A ‘tower’ shaped flow rate can give a useful indication of an overactive bladder. The appearance of flattened buttocks is characteristic of sacral agenesis and neuropathic bladder. The ICCS definition of abnormal residual volume a little difficult to remember. For children aged 4–6 years, the residual volume is abnormal if on repeated measures it is more than 20 mL or more than 10% of bladder capacity (bladder capacity = voided volume + residual volume). For children who are 7–12 years repeated measured residual of more than 10 mL, or 6% of bladder capacity are abnormal.

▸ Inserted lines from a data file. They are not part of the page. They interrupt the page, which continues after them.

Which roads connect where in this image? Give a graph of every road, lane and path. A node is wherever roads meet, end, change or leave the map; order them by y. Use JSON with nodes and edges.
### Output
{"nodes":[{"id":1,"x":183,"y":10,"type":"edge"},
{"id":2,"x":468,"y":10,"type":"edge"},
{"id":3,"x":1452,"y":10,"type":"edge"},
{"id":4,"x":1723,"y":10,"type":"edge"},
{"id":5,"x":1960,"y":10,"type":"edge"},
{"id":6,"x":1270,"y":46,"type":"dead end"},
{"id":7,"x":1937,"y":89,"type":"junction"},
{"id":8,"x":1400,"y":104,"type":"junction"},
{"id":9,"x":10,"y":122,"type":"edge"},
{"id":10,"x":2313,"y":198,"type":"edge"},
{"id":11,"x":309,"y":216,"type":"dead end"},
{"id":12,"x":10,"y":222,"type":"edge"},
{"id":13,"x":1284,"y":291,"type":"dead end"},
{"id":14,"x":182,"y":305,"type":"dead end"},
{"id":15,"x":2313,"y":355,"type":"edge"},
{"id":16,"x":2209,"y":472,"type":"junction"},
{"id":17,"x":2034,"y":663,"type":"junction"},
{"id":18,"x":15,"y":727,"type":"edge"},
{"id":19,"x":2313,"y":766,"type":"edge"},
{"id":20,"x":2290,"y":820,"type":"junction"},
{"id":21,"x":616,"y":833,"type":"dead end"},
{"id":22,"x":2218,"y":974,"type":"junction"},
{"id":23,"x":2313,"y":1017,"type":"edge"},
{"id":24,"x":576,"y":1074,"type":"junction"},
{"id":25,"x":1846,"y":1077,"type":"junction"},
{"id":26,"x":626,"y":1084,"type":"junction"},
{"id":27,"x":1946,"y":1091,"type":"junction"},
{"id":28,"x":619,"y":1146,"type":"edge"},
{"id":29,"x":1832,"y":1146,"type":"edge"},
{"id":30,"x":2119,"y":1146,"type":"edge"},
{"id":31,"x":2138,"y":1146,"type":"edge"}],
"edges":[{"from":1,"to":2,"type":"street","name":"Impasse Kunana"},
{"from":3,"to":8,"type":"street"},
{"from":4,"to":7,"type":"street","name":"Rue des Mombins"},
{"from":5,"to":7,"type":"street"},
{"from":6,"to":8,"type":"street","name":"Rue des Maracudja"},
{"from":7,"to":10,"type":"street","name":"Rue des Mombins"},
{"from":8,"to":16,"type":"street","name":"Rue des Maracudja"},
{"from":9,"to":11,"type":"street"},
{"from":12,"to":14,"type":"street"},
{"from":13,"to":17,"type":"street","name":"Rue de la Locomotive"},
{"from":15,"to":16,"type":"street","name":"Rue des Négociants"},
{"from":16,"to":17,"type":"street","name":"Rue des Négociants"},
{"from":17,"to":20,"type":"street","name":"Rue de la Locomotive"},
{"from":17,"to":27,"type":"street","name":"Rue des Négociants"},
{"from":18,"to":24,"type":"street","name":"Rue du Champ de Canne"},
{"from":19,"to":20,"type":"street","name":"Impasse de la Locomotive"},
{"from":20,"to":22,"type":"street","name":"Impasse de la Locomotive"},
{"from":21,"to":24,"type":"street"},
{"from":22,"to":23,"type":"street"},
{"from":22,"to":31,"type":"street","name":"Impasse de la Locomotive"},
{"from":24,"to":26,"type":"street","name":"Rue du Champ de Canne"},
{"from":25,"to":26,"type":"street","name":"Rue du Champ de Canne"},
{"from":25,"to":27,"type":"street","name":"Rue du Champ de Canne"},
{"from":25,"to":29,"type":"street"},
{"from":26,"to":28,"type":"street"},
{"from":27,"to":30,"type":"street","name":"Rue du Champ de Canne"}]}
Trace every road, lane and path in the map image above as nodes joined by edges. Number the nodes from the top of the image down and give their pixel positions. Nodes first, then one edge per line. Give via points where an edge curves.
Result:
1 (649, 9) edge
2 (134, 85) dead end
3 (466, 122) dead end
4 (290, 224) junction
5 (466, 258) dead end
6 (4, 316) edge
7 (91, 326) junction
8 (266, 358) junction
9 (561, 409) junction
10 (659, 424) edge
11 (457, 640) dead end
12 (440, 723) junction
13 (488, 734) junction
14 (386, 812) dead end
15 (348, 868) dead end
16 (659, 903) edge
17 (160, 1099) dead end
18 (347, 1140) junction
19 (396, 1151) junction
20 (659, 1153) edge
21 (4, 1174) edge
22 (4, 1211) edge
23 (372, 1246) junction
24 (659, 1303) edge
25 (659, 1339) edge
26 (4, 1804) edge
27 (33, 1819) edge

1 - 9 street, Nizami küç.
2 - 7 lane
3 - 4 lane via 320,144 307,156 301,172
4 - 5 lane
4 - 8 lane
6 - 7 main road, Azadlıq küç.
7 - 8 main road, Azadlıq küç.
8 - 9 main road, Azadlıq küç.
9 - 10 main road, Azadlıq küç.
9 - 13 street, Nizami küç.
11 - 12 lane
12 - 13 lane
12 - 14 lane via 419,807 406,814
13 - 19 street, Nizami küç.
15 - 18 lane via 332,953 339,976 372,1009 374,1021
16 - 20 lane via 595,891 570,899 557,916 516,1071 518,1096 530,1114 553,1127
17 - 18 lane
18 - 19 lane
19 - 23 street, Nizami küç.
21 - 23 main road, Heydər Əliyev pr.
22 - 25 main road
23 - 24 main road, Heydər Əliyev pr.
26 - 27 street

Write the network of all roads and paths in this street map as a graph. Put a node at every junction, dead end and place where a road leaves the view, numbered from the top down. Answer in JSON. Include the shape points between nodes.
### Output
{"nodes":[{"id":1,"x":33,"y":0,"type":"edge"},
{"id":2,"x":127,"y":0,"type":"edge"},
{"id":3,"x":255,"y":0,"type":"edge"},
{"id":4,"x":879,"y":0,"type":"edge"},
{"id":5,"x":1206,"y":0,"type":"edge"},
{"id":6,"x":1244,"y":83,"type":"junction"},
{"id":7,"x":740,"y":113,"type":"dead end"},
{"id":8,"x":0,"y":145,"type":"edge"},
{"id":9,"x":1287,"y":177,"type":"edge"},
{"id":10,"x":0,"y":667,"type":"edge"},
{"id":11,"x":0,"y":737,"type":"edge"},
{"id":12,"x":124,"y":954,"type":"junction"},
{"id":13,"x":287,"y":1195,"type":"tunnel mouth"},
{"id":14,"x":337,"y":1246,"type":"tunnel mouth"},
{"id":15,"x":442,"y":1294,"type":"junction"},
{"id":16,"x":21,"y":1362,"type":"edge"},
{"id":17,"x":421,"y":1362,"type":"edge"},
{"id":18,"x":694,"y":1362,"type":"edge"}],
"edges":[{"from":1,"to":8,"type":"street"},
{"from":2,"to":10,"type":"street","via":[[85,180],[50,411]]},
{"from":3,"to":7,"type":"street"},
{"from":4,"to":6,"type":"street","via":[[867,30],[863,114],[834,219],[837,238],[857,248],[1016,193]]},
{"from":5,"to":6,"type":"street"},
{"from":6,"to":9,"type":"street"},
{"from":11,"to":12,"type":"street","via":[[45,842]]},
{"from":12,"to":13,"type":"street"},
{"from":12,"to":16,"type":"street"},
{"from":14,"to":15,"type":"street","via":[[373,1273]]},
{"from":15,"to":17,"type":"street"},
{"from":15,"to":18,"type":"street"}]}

If a history of faecal incontinence is volunteered then more careful evaluation is required. Most commonly faecal incontinence is a manifestation of constipation. Assessment of a child with constipation would include asking how often the child opens their bowels, whether there is associated pain or blood, examination of the abdomen for palpable stool and checking for spinal abnormality. A bowel diary kept over a week can be useful including comparison against the Bristol stool chart. Treatment of constipation will frequently result in resolution of urinary symptoms. However, faecal leaking may be a manifestation of neuropathic bladder and bowel. It is possible however that faecal leaking may be related to spinal abnormality. It is important that this is considered, other symptoms and signs of abnormality sought, and if there is adequate concern, spinal imaging arranged.

Vaginal reflux is a cause of post-micturition wetting in girls. It is effectively treated by abducting the legs widely during voiding.